## TASK DESCRIPTION:
Set down all of the data again, character for character.

## DATA SUPPLIED:
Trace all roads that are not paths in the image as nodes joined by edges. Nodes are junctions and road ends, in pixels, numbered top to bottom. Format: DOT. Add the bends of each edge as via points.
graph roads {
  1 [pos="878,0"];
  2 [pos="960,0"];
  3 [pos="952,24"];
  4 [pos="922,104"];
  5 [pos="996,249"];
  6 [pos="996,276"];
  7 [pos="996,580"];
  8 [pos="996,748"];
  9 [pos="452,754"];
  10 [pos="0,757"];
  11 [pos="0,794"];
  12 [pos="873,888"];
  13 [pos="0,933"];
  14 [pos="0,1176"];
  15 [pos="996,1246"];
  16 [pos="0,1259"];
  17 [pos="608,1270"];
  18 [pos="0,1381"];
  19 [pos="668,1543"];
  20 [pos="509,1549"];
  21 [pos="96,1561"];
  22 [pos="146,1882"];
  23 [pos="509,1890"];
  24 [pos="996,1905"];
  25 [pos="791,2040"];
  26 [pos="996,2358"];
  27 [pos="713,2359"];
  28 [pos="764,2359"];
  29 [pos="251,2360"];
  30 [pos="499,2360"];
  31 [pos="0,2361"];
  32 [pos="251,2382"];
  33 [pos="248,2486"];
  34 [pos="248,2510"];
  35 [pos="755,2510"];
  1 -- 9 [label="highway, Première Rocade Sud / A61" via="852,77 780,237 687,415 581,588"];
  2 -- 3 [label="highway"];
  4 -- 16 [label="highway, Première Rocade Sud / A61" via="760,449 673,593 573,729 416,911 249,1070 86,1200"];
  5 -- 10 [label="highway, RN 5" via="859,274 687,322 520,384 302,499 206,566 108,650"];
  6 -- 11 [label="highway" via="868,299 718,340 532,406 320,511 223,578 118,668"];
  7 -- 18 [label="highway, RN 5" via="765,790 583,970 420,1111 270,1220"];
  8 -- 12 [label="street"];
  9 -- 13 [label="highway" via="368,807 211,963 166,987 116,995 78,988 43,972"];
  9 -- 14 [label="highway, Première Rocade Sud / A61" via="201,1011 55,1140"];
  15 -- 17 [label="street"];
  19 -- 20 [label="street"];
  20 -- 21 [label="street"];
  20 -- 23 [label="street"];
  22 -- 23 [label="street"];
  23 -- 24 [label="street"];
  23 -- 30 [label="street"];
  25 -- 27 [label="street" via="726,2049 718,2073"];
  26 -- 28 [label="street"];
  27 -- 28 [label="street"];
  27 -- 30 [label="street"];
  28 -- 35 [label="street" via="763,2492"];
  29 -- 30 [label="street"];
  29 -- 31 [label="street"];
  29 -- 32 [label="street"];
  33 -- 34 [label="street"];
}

## EXPECTED ANSWER:
Trace all roads that are not paths in the image as nodes joined by edges. Nodes are junctions and road ends, in pixels, numbered top to bottom. Format: DOT. Add the bends of each edge as via points.
graph roads {
  1 [pos="878,0"];
  2 [pos="960,0"];
  3 [pos="952,24"];
  4 [pos="922,104"];
  5 [pos="996,249"];
  6 [pos="996,276"];
  7 [pos="996,580"];
  8 [pos="996,748"];
  9 [pos="452,754"];
  10 [pos="0,757"];
  11 [pos="0,794"];
  12 [pos="873,888"];
  13 [pos="0,933"];
  14 [pos="0,1176"];
  15 [pos="996,1246"];
  16 [pos="0,1259"];
  17 [pos="608,1270"];
  18 [pos="0,1381"];
  19 [pos="668,1543"];
  20 [pos="509,1549"];
  21 [pos="96,1561"];
  22 [pos="146,1882"];
  23 [pos="509,1890"];
  24 [pos="996,1905"];
  25 [pos="791,2040"];
  26 [pos="996,2358"];
  27 [pos="713,2359"];
  28 [pos="764,2359"];
  29 [pos="251,2360"];
  30 [pos="499,2360"];
  31 [pos="0,2361"];
  32 [pos="251,2382"];
  33 [pos="248,2486"];
  34 [pos="248,2510"];
  35 [pos="755,2510"];
  1 -- 9 [label="highway, Première Rocade Sud / A61" via="852,77 780,237 687,415 581,588"];
  2 -- 3 [label="highway"];
  4 -- 16 [label="highway, Première Rocade Sud / A61" via="760,449 673,593 573,729 416,911 249,1070 86,1200"];
  5 -- 10 [label="highway, RN 5" via="859,274 687,322 520,384 302,499 206,566 108,650"];
  6 -- 11 [label="highway" via="868,299 718,340 532,406 320,511 223,578 118,668"];
  7 -- 18 [label="highway, RN 5" via="765,790 583,970 420,1111 270,1220"];
  8 -- 12 [label="street"];
  9 -- 13 [label="highway" via="368,807 211,963 166,987 116,995 78,988 43,972"];
  9 -- 14 [label="highway, Première Rocade Sud / A61" via="201,1011 55,1140"];
  15 -- 17 [label="street"];
  19 -- 20 [label="street"];
  20 -- 21 [label="street"];
  20 -- 23 [label="street"];
  22 -- 23 [label="street"];
  23 -- 24 [label="street"];
  23 -- 30 [label="street"];
  25 -- 27 [label="street" via="726,2049 718,2073"];
  26 -- 28 [label="street"];
  27 -- 28 [label="street"];
  27 -- 30 [label="street"];
  28 -- 35 [label="street" via="763,2492"];
  29 -- 30 [label="street"];
  29 -- 31 [label="street"];
  29 -- 32 [label="street"];
  33 -- 34 [label="street"];
}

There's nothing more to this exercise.